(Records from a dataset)
==================================================

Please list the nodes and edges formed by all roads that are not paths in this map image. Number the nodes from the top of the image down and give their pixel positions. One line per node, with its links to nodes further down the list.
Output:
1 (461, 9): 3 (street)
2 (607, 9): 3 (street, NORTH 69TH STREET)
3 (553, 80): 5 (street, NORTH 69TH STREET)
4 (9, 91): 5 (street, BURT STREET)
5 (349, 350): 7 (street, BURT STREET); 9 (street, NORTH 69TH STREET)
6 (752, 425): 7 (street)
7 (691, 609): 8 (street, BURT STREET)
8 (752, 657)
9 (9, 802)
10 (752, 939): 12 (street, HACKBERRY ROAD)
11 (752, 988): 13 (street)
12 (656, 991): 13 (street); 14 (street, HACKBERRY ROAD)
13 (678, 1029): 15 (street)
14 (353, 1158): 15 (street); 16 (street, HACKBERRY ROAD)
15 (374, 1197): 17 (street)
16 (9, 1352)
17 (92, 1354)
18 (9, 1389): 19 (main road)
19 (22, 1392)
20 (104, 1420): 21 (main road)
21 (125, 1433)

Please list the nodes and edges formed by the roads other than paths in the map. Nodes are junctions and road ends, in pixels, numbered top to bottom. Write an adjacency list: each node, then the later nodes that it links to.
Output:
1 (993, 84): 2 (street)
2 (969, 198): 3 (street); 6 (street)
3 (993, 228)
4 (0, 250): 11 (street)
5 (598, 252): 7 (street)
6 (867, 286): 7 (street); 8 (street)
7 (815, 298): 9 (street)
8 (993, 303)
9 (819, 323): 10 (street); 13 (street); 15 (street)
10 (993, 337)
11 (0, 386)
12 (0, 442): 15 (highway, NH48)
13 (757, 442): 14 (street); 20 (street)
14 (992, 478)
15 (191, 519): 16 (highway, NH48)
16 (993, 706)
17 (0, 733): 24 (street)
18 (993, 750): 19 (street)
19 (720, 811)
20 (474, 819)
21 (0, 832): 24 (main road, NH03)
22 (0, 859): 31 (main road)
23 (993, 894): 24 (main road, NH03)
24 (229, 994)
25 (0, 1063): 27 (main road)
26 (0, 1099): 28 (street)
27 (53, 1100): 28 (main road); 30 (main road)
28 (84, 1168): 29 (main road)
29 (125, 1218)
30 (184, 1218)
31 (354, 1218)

==================================================

Display each line of the data where "roads" occurs.

_TASK ANSWER_.
Please list the nodes and edges formed by all roads that are not paths in this map image. Number the nodes from the top of the image down and give their pixel positions. One line per node, with its links to nodes further down the list.
Please list the nodes and edges formed by the roads other than paths in the map. Nodes are junctions and road ends, in pixels, numbered top to bottom. Write an adjacency list: each node, then the later nodes that it links to.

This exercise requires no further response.